Copy out the data below as written; omit any images.

§ **DATA SECTION**
"""

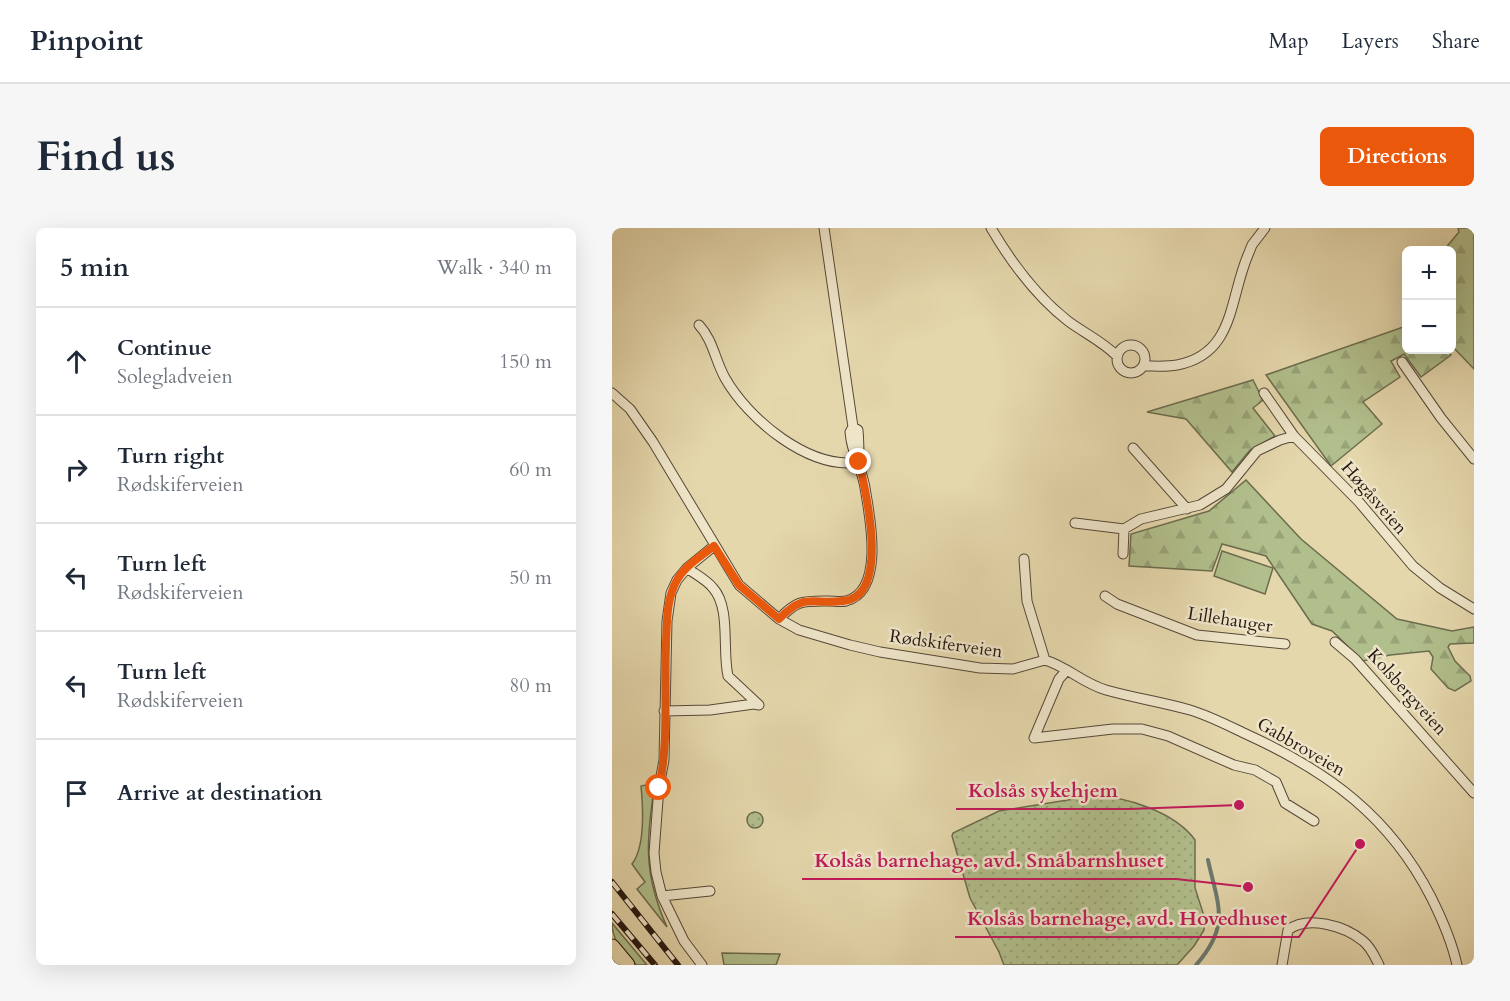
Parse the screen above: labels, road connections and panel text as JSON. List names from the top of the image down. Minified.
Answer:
{"streets":{"street":["Høgåsveien","Lillehauger","Rødskiferveien","Kolsbergveien","Gabbroveien"]},"crossings":[["Rødskiferveien","Gabbroveien"]],"places":["Kolsås sykehjem","Kolsås barnehage, avd. Hovedhuset","Kolsås barnehage, avd. Småbarnshuset"],"page":{"header":"Pinpoint","nav":["Map","Layers","Share"],"buttons":"Directions","title":"Find us","heading":["5 min","Walk · 340 m"],"map_buttons":["+","−"],"list":[["Continue","Solegladveien","150 m"],["Turn right","Rødskiferveien","60 m"],["Turn left","Rødskiferveien","50 m"],["Turn left","Rødskiferveien","80 m"],"Arrive at destination"]}}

"""

§ **YOUR RESPONSE**
Parse the screen above: labels, road connections and panel text as JSON. List names from the top of the image down. Minified.
Answer:
{"streets":{"street":["Høgåsveien","Lillehauger","Rødskiferveien","Kolsbergveien","Gabbroveien"]},"crossings":[["Rødskiferveien","Gabbroveien"]],"places":["Kolsås sykehjem","Kolsås barnehage, avd. Hovedhuset","Kolsås barnehage, avd. Småbarnshuset"],"page":{"header":"Pinpoint","nav":["Map","Layers","Share"],"buttons":"Directions","title":"Find us","heading":["5 min","Walk · 340 m"],"map_buttons":["+","−"],"list":[["Continue","Solegladveien","150 m"],["Turn right","Rødskiferveien","60 m"],["Turn left","Rødskiferveien","50 m"],["Turn left","Rødskiferveien","80 m"],"Arrive at destination"]}}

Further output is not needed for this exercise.